Just down the road from Sunshine Lodge is a range of eateries, including the famous 24-hour Jojo's Diner and (more recently) Joji's Sandwich Parlour. School-wise, Maris Stella High and Yangzheng Primary are within one-kilometre distance; and the nearby Serangoon HDB enclave has a 24-hour coffee shop, minimarts, clinics, etc.
So, despite its innocuous location, Sunshine Lodge is a very accessible and convenient project. If there's a drawback, we'd say it's the lack of facilities, age, and that it could stand to be further back from the road.
One other issue: the available floor plans are grainy and terribly vague, focusing on whole floors rather than individual units (you can see them here.) So we can't speak for the interiors, and a viewing will be needed.
Still, 1,900+ sq ft for barely over $2 million — and for a freehold project near NEX — would have been considered competitive even a few years ago, let alone in 2025.
Bluwaters 2 is a 946-year lease project, with just 71 units. It was built back in 2010.
Compared to Sunshine Lodge, the difference here is night and day; they're almost opposites in terms of vibe. Bluwaters 2 is not very near busy malls or MRT stations.
That's not a downside, that's the entire point: this project is nestled in a predominantly landed housing area, and provides the quiet and solitude of a low-density area, with a greenery facing.
On the other side of the greenery, toward the direction of Loyang Jetty, you get a waterfront view in the direction of Ubin; hence the project's name.
It's also worth pointing out that, despite being a boutique project, the developer didn't skimp on facilities. There's a proper pool, gym, landscaped areas, a BBQ area, etc. It can't be comparable to the standards of a larger condo, but few developers even make such an effort for a boutique project.
The inevitable tradeoff for a landed location is that you'll need to drive (or perhaps cycle). It's not too far to Downtown East if you cycle for example, and this is a major family recreation hub with retail and eateries. The last we checked, there was a feeder bus to Downtown East, but we don't know if it's still operational at the time of writing.
In terms of layout, the spaces are quite squarish and regular, and the larger balcony (it stretches from the master bedroom to the living room) is a plus rather than a minus, given the view is a selling point. The household shelter is nicely located within the kitchen, with the air-con ledge tucked away behind the service yard.
1,776 sq ft for $1.82 million is generous, and will appeal to those who prize spaciousness. This is a good family condo for those who prefer larger unit sizes over fancier facilities.

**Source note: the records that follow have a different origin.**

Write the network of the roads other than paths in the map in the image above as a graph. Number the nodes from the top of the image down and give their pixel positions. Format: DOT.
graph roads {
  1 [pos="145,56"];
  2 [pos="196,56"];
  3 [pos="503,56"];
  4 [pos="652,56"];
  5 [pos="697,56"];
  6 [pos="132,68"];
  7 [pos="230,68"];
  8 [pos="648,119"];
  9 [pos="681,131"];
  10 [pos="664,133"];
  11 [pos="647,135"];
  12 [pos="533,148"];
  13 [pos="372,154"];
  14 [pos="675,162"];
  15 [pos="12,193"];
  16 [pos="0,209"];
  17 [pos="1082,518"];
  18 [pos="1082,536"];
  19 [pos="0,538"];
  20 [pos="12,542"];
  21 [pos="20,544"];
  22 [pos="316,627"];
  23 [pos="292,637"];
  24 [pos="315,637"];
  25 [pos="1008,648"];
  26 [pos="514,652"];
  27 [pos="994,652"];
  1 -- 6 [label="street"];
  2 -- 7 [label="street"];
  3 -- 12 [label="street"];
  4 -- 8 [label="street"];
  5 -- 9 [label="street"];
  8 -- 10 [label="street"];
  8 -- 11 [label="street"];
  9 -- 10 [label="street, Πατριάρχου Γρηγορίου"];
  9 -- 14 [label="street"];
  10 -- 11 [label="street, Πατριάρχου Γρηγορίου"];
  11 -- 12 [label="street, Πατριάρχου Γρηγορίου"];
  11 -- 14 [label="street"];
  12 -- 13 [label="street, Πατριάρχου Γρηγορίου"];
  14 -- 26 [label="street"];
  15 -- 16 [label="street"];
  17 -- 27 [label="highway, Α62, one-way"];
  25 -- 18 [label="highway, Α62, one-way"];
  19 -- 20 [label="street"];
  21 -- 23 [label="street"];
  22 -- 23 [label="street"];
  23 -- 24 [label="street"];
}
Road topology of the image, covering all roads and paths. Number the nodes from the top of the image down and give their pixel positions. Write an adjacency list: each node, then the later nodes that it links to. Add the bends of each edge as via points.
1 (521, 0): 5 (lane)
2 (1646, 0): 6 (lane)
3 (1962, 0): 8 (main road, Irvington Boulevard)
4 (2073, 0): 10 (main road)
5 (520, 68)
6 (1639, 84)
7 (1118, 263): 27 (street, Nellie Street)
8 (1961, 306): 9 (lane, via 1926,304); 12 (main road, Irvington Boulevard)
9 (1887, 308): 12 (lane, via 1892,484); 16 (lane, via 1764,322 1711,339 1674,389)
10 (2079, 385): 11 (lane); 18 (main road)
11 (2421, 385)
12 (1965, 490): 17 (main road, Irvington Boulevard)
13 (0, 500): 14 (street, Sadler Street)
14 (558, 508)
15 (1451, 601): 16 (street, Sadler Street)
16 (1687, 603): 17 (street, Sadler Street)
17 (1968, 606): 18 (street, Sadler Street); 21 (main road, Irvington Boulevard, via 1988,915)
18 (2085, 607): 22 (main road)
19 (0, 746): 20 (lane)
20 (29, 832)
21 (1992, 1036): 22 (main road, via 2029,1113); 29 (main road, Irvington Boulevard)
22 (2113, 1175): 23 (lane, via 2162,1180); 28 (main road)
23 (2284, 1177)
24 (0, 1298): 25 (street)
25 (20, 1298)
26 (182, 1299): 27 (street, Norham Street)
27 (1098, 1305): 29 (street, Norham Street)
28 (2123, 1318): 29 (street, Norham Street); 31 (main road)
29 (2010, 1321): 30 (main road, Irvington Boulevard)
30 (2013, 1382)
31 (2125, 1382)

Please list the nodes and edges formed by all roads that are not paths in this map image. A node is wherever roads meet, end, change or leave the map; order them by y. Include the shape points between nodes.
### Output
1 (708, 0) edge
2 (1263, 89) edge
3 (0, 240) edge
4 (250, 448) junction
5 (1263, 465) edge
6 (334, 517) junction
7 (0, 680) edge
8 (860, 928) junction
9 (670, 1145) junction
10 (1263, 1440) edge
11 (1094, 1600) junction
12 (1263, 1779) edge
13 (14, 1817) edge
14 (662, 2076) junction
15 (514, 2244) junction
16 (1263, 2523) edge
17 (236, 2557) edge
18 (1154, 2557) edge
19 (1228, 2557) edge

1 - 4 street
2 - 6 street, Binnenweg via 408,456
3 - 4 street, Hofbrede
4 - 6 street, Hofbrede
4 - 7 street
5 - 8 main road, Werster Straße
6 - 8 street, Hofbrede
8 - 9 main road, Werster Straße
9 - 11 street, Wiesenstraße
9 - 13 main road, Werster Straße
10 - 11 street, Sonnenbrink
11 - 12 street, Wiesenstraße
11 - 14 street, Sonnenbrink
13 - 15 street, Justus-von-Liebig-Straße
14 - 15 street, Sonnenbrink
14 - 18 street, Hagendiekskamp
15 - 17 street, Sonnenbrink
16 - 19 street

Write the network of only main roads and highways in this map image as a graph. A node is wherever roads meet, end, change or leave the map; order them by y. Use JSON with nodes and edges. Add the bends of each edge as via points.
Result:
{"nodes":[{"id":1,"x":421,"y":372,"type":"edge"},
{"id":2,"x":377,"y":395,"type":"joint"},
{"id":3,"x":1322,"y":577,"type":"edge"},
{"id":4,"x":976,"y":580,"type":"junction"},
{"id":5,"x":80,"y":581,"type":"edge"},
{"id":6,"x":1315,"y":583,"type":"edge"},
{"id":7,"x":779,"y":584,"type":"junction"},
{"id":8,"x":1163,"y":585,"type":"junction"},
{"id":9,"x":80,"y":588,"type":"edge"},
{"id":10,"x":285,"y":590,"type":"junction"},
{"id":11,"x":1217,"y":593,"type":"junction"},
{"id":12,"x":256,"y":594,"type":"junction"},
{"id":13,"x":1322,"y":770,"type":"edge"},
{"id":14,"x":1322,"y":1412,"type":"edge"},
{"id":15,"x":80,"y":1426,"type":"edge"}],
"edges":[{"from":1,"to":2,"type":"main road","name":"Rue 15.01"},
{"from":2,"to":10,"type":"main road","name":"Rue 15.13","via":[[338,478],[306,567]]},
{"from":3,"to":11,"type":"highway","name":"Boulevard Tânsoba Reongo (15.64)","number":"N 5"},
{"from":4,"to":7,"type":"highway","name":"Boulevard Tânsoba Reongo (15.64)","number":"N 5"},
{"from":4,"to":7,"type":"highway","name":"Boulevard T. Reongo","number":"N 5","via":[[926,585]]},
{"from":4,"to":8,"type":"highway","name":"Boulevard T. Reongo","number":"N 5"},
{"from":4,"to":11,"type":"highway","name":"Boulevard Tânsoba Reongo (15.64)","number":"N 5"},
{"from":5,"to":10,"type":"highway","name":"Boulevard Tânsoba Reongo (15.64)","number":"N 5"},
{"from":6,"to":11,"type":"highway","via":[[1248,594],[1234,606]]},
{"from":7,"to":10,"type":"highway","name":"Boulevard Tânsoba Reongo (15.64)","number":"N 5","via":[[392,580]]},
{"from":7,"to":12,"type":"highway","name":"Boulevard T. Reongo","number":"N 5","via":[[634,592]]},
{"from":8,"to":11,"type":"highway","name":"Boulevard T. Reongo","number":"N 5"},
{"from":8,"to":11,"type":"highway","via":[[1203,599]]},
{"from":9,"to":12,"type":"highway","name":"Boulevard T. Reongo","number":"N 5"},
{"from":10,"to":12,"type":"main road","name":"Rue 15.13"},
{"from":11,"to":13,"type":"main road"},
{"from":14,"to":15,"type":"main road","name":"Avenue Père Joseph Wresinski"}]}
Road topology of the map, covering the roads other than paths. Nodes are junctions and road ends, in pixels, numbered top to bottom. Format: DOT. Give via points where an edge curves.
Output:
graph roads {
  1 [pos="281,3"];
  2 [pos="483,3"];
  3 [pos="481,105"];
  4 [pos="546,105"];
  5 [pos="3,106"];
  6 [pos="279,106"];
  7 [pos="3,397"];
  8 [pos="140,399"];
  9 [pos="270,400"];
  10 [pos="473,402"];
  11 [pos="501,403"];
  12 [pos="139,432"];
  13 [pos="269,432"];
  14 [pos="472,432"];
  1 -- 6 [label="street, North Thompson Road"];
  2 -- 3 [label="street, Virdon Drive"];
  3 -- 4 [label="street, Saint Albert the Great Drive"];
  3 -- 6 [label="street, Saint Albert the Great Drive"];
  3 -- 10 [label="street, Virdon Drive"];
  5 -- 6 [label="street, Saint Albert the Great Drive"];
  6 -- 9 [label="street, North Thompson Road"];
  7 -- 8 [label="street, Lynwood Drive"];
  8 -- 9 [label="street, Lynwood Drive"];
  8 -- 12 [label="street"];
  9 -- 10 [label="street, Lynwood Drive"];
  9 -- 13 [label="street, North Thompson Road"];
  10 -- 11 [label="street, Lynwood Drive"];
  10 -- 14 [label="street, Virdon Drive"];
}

In general, you'll notice that many of the projects here tend to be boutique or smaller projects, or older ones. If you're willing to settle for a smaller unit count (or even consider that a plus point), you might seriously consider a resale three-bedder instead of, say, a pricey new launch two-bedder.
You might also notice that, in the RCR or CCR, the freehold status of some of these projects offsets some of the age drawbacks.